Work order:
Images in the records should be skipped while the rest is transcribed verbatim.

Collected data:
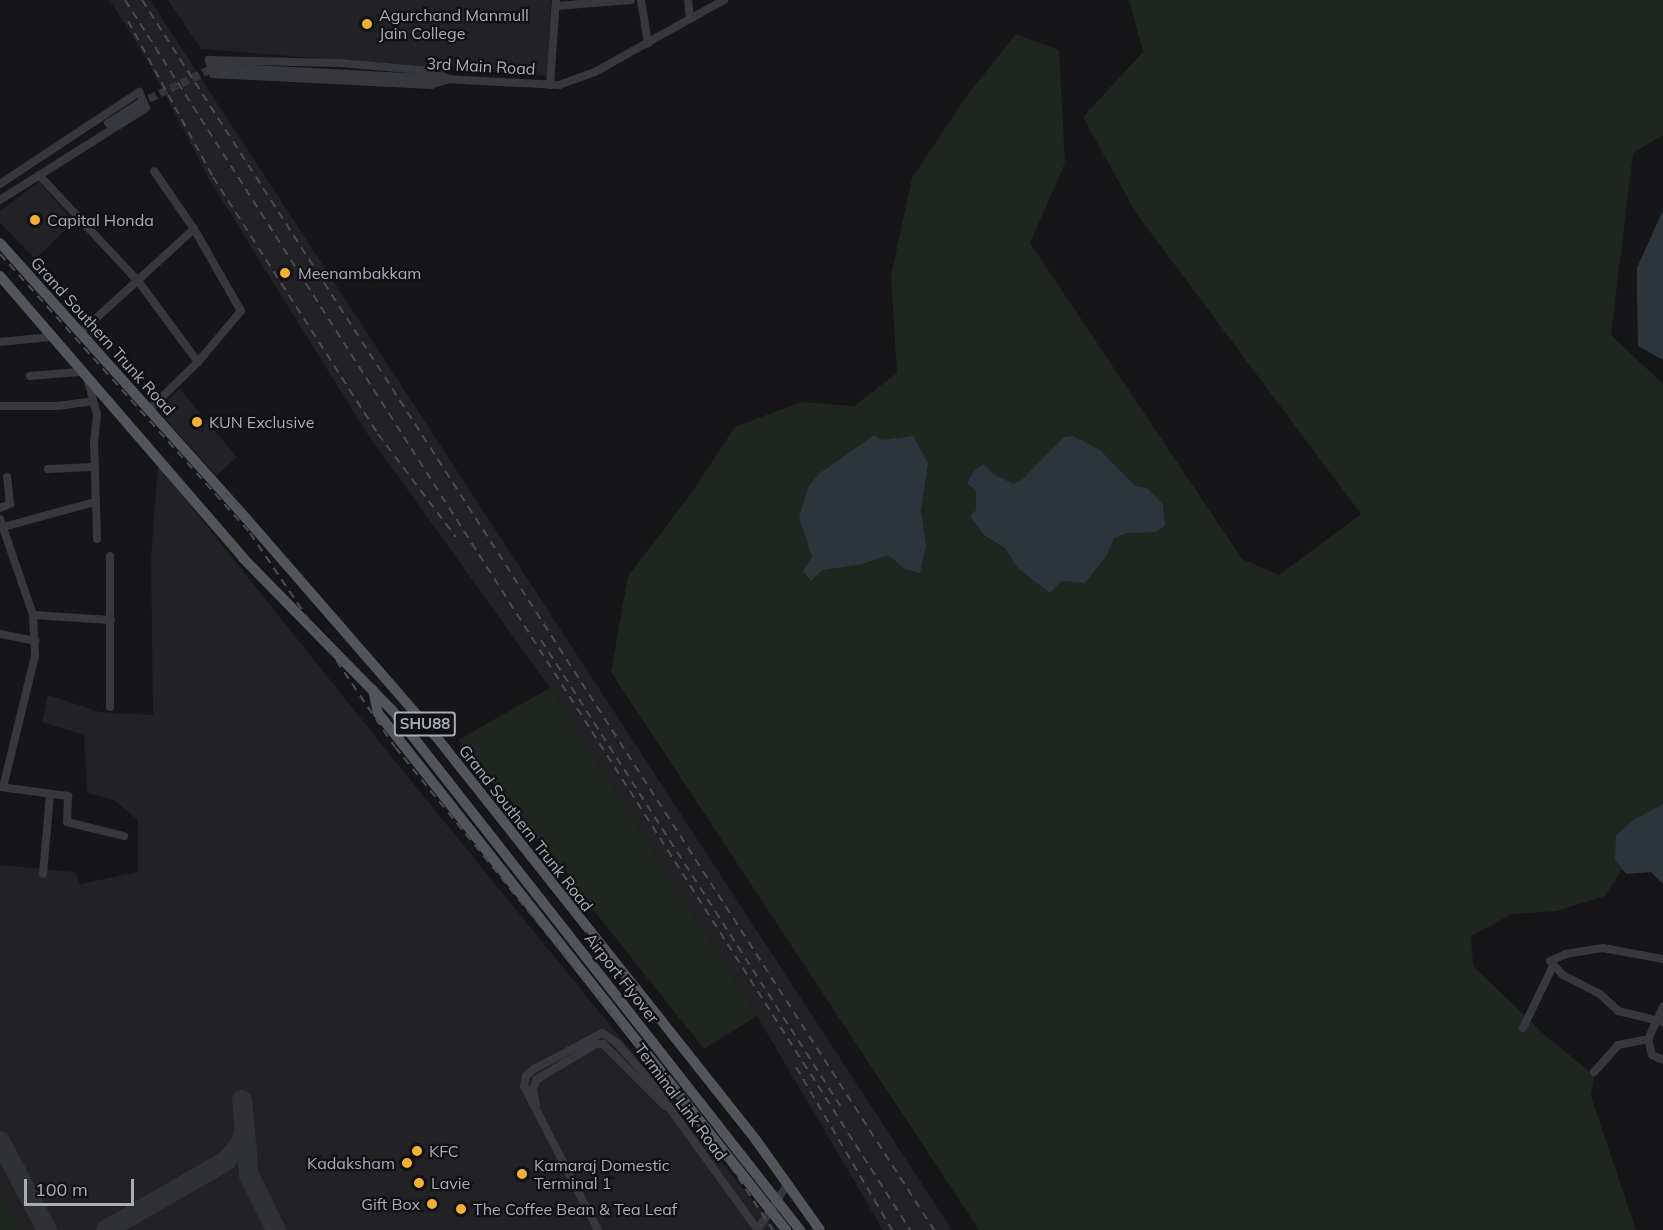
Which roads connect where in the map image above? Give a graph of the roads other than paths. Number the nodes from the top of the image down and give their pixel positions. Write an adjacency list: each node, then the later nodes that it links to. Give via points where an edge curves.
1 (592, 0): 2 (street); 6 (street)
2 (631, 0)
3 (641, 0): 8 (street)
4 (688, 0): 7 (street)
5 (724, 0): 7 (street, 3rd Main Road)
6 (556, 3): 11 (street)
7 (690, 18): 8 (street, 3rd Main Road)
8 (648, 43): 11 (street, 3rd Main Road, via 595,72)
9 (216, 67): 10 (street, 3rd Main Road)
10 (449, 79): 10 (street, via 431,85 213,74 209,60 358,65 432,71); 11 (street, 3rd Main Road)
11 (550, 85)
12 (138, 104): 16 (street)
13 (154, 171): 18 (street)
14 (39, 175): 15 (street, via 146,108 140,92); 17 (street); 21 (street)
15 (0, 184)
16 (0, 194)
17 (0, 200)
18 (194, 229): 21 (street); 25 (street, via 241,311)
19 (0, 243): 22 (main road, Grand Southern Trunk Road / SHU88)
20 (0, 276): 23 (main road, SHU88)
21 (138, 281): 22 (street); 25 (street)
22 (81, 333): 31 (main road, Grand Southern Trunk Road / SHU88)
23 (50, 337): 24 (street); 26 (main road, SHU88)
24 (0, 342)
25 (198, 362): 31 (street)
26 (79, 372): 27 (street); 28 (main road, SHU88)
27 (30, 376)
28 (88, 381): 29 (street); 44 (main road, SHU88, via 243,558)
29 (93, 401): 30 (street, via 58,406); 32 (street, via 97,414)
30 (0, 406)
31 (149, 410): 59 (main road, Grand Southern Trunk Road / SHU88, via 438,739 756,1140)
32 (94, 467): 33 (street); 35 (street)
33 (48, 469)
34 (7, 477): 36 (street, via 10,504)
35 (95, 502): 37 (street); 38 (street)
36 (0, 508)
37 (2, 523): 40 (street)
38 (97, 539)
39 (110, 556): 41 (street)
40 (33, 615): 41 (street); 43 (street)
41 (111, 620): 45 (street)
42 (0, 634): 43 (street)
43 (35, 640): 46 (street, via 35,656)
44 (373, 690): 61 (main road, via 378,713); 66 (main road, Airport Flyover / SHU88, bridge)
45 (110, 707)
46 (2, 787): 47 (street)
47 (50, 794): 48 (street, via 68,796 67,822); 49 (street)
48 (124, 836)
49 (43, 874)
50 (1663, 959): 51 (street, via 1603,948 1566,954 1550,961)
51 (1552, 966): 53 (street, via 1600,994 1617,1011); 54 (street)
52 (1663, 1007): 53 (street)
53 (1660, 1021): 55 (street)
54 (1523, 1028)
55 (1648, 1039): 56 (street, via 1652,1054); 57 (street, via 1618,1045)
56 (1663, 1060)
57 (1594, 1072)
58 (670, 1109): 63 (street, Terminal Link Road, via 616,1042 602,1033 526,1076 524,1086); 64 (street, via 653,1098 603,1044 583,1050 537,1079 533,1089 535,1103); 65 (street, Terminal Link Road)
59 (787, 1185): 60 (main road, Grand Southern Trunk Road / SHU88); 61 (street)
60 (801, 1204): 62 (street); 67 (main road, Grand Southern Trunk Road / SHU88)
61 (771, 1210): 62 (main road); 65 (street)
62 (785, 1229)
63 (598, 1230)
64 (604, 1230)
65 (758, 1230)
66 (800, 1230)
67 (820, 1230)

Written reply:
Which roads connect where in the map image above? Give a graph of the roads other than paths. Number the nodes from the top of the image down and give their pixel positions. Write an adjacency list: each node, then the later nodes that it links to. Give via points where an edge curves.
1 (592, 0): 2 (street); 6 (street)
2 (631, 0)
3 (641, 0): 8 (street)
4 (688, 0): 7 (street)
5 (724, 0): 7 (street, 3rd Main Road)
6 (556, 3): 11 (street)
7 (690, 18): 8 (street, 3rd Main Road)
8 (648, 43): 11 (street, 3rd Main Road, via 595,72)
9 (216, 67): 10 (street, 3rd Main Road)
10 (449, 79): 10 (street, via 431,85 213,74 209,60 358,65 432,71); 11 (street, 3rd Main Road)
11 (550, 85)
12 (138, 104): 16 (street)
13 (154, 171): 18 (street)
14 (39, 175): 15 (street, via 146,108 140,92); 17 (street); 21 (street)
15 (0, 184)
16 (0, 194)
17 (0, 200)
18 (194, 229): 21 (street); 25 (street, via 241,311)
19 (0, 243): 22 (main road, Grand Southern Trunk Road / SHU88)
20 (0, 276): 23 (main road, SHU88)
21 (138, 281): 22 (street); 25 (street)
22 (81, 333): 31 (main road, Grand Southern Trunk Road / SHU88)
23 (50, 337): 24 (street); 26 (main road, SHU88)
24 (0, 342)
25 (198, 362): 31 (street)
26 (79, 372): 27 (street); 28 (main road, SHU88)
27 (30, 376)
28 (88, 381): 29 (street); 44 (main road, SHU88, via 243,558)
29 (93, 401): 30 (street, via 58,406); 32 (street, via 97,414)
30 (0, 406)
31 (149, 410): 59 (main road, Grand Southern Trunk Road / SHU88, via 438,739 756,1140)
32 (94, 467): 33 (street); 35 (street)
33 (48, 469)
34 (7, 477): 36 (street, via 10,504)
35 (95, 502): 37 (street); 38 (street)
36 (0, 508)
37 (2, 523): 40 (street)
38 (97, 539)
39 (110, 556): 41 (street)
40 (33, 615): 41 (street); 43 (street)
41 (111, 620): 45 (street)
42 (0, 634): 43 (street)
43 (35, 640): 46 (street, via 35,656)
44 (373, 690): 61 (main road, via 378,713); 66 (main road, Airport Flyover / SHU88, bridge)
45 (110, 707)
46 (2, 787): 47 (street)
47 (50, 794): 48 (street, via 68,796 67,822); 49 (street)
48 (124, 836)
49 (43, 874)
50 (1663, 959): 51 (street, via 1603,948 1566,954 1550,961)
51 (1552, 966): 53 (street, via 1600,994 1617,1011); 54 (street)
52 (1663, 1007): 53 (street)
53 (1660, 1021): 55 (street)
54 (1523, 1028)
55 (1648, 1039): 56 (street, via 1652,1054); 57 (street, via 1618,1045)
56 (1663, 1060)
57 (1594, 1072)
58 (670, 1109): 63 (street, Terminal Link Road, via 616,1042 602,1033 526,1076 524,1086); 64 (street, via 653,1098 603,1044 583,1050 537,1079 533,1089 535,1103); 65 (street, Terminal Link Road)
59 (787, 1185): 60 (main road, Grand Southern Trunk Road / SHU88); 61 (street)
60 (801, 1204): 62 (street); 67 (main road, Grand Southern Trunk Road / SHU88)
61 (771, 1210): 62 (main road); 65 (street)
62 (785, 1229)
63 (598, 1230)
64 (604, 1230)
65 (758, 1230)
66 (800, 1230)
67 (820, 1230)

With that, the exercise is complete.